*** Opening THE DATA ***

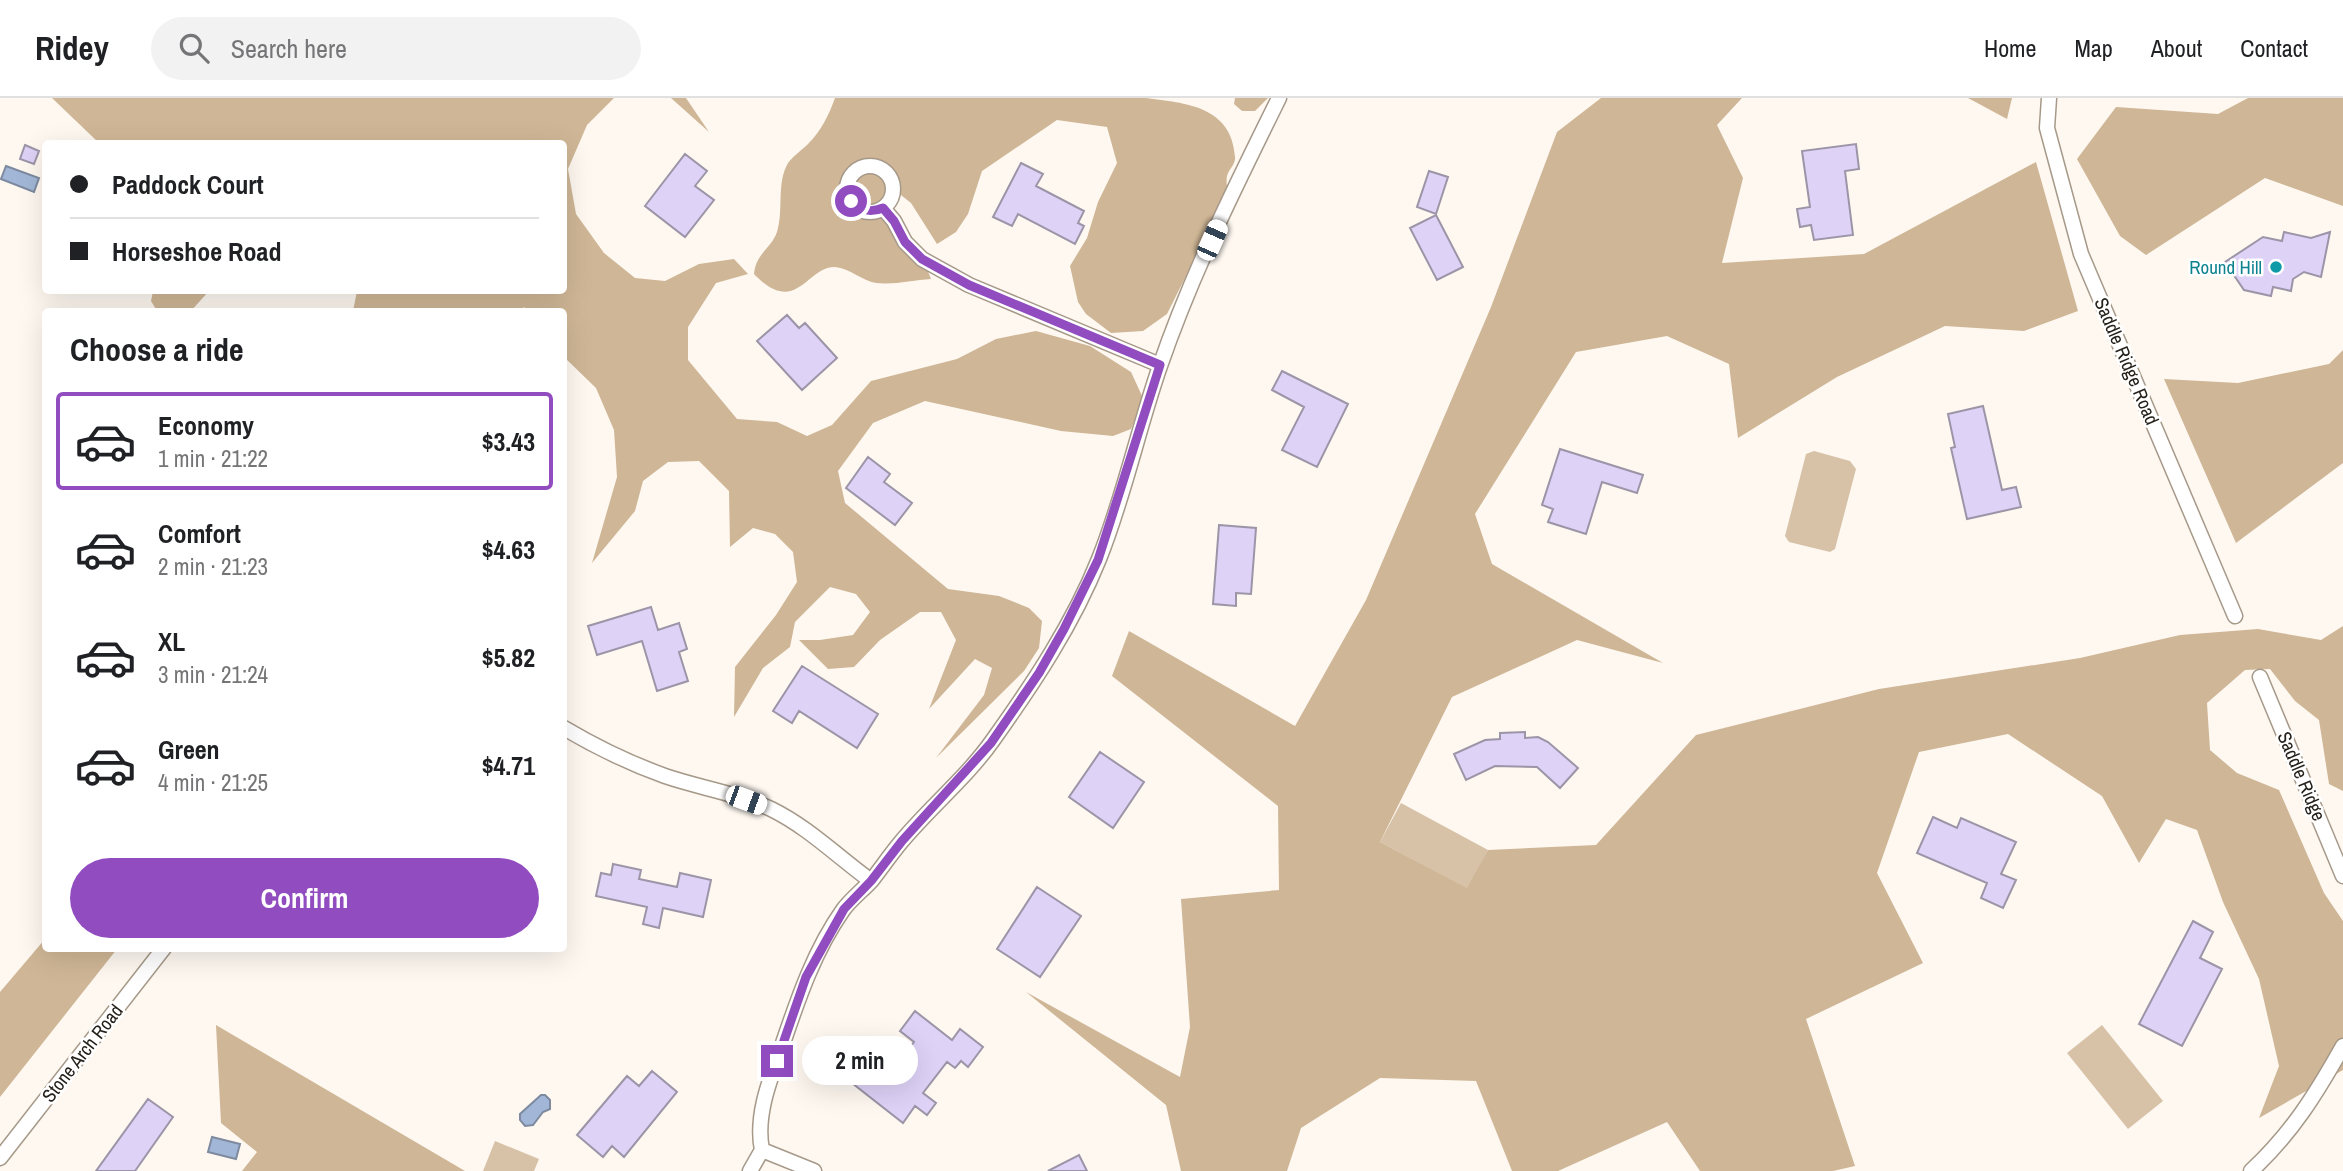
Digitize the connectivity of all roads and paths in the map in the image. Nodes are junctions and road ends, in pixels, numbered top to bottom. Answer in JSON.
{"nodes":[{"id":1,"x":1279,"y":98,"type":"edge"},
{"id":2,"x":2049,"y":98,"type":"edge"},
{"id":3,"x":883,"y":208,"type":"dead end"},
{"id":4,"x":1160,"y":365,"type":"junction"},
{"id":5,"x":2235,"y":617,"type":"dead end"},
{"id":6,"x":2260,"y":677,"type":"dead end"},
{"id":7,"x":567,"y":730,"type":"edge"},
{"id":8,"x":2343,"y":876,"type":"edge"},
{"id":9,"x":871,"y":881,"type":"junction"},
{"id":10,"x":161,"y":952,"type":"edge"},
{"id":11,"x":2343,"y":1046,"type":"edge"},
{"id":12,"x":762,"y":1150,"type":"junction"},
{"id":13,"x":0,"y":1158,"type":"edge"},
{"id":14,"x":750,"y":1171,"type":"edge"},
{"id":15,"x":814,"y":1171,"type":"edge"},
{"id":16,"x":2251,"y":1171,"type":"edge"}],
"edges":[{"from":1,"to":4,"type":"street"},
{"from":2,"to":5,"type":"street","name":"Saddle Ridge Road"},
{"from":3,"to":4,"type":"street"},
{"from":4,"to":9,"type":"street"},
{"from":6,"to":8,"type":"street","name":"Saddle Ridge"},
{"from":7,"to":9,"type":"street"},
{"from":9,"to":12,"type":"street"},
{"from":10,"to":13,"type":"street","name":"Stone Arch Road"},
{"from":11,"to":16,"type":"street"},
{"from":12,"to":14,"type":"street"},
{"from":12,"to":15,"type":"street"}]}
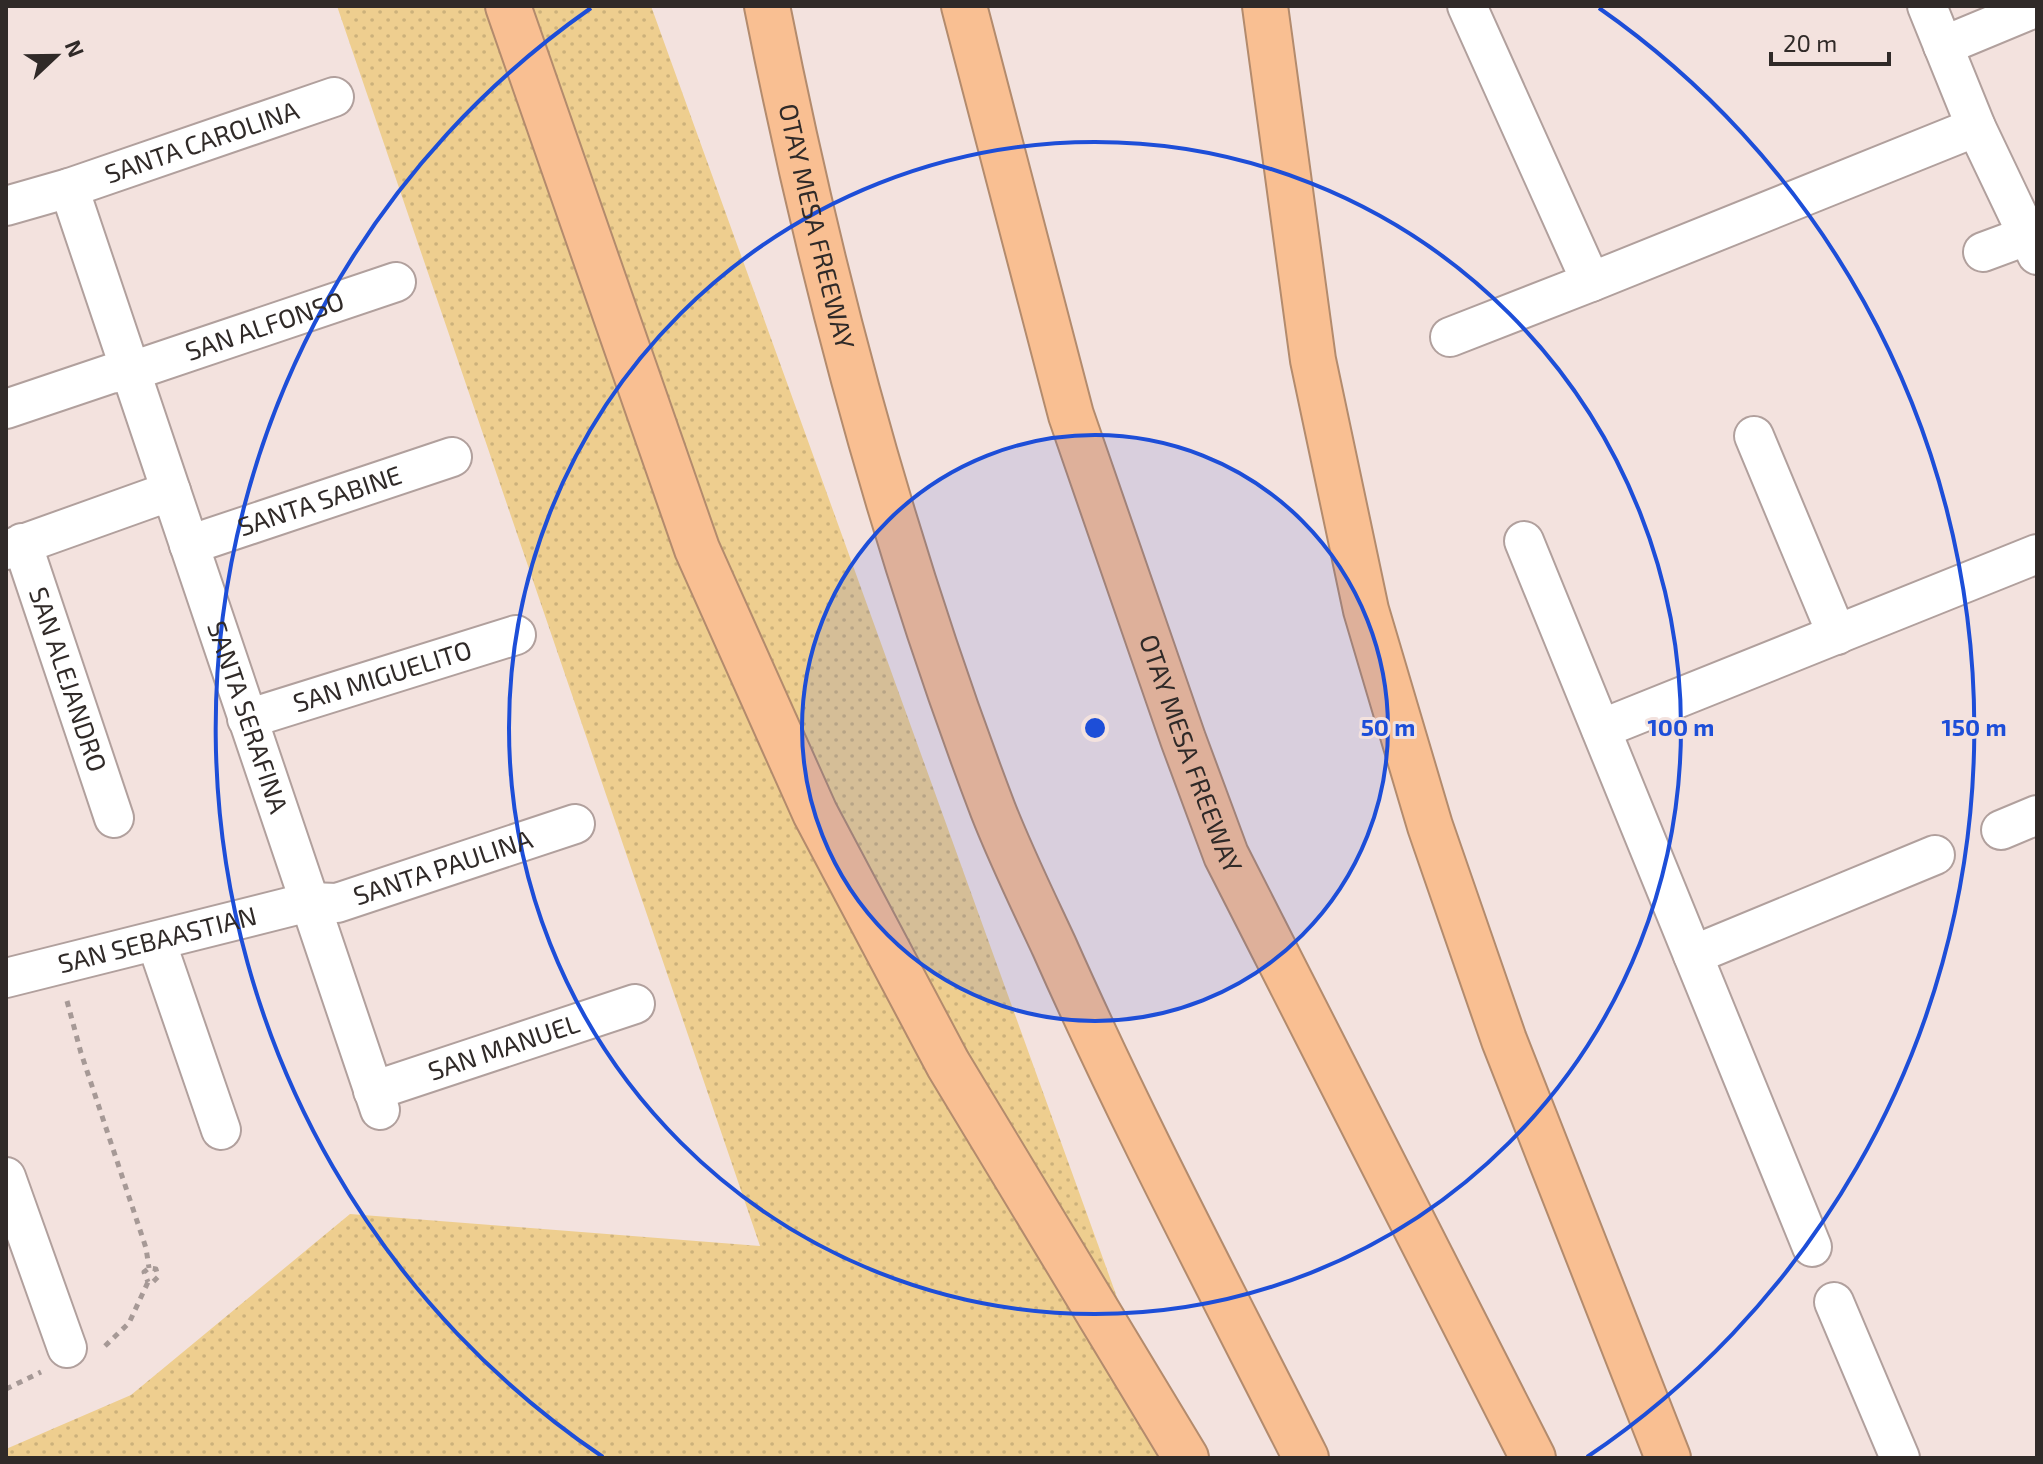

*** Closing THE DATA ***

## ASSIGNMENT
If a line in the entries holds the string "Saddle", copy it.

## PROBLEM SOLUTION
{"from":2,"to":5,"type":"street","name":"Saddle Ridge Road"},
{"from":6,"to":8,"type":"street","name":"Saddle Ridge"},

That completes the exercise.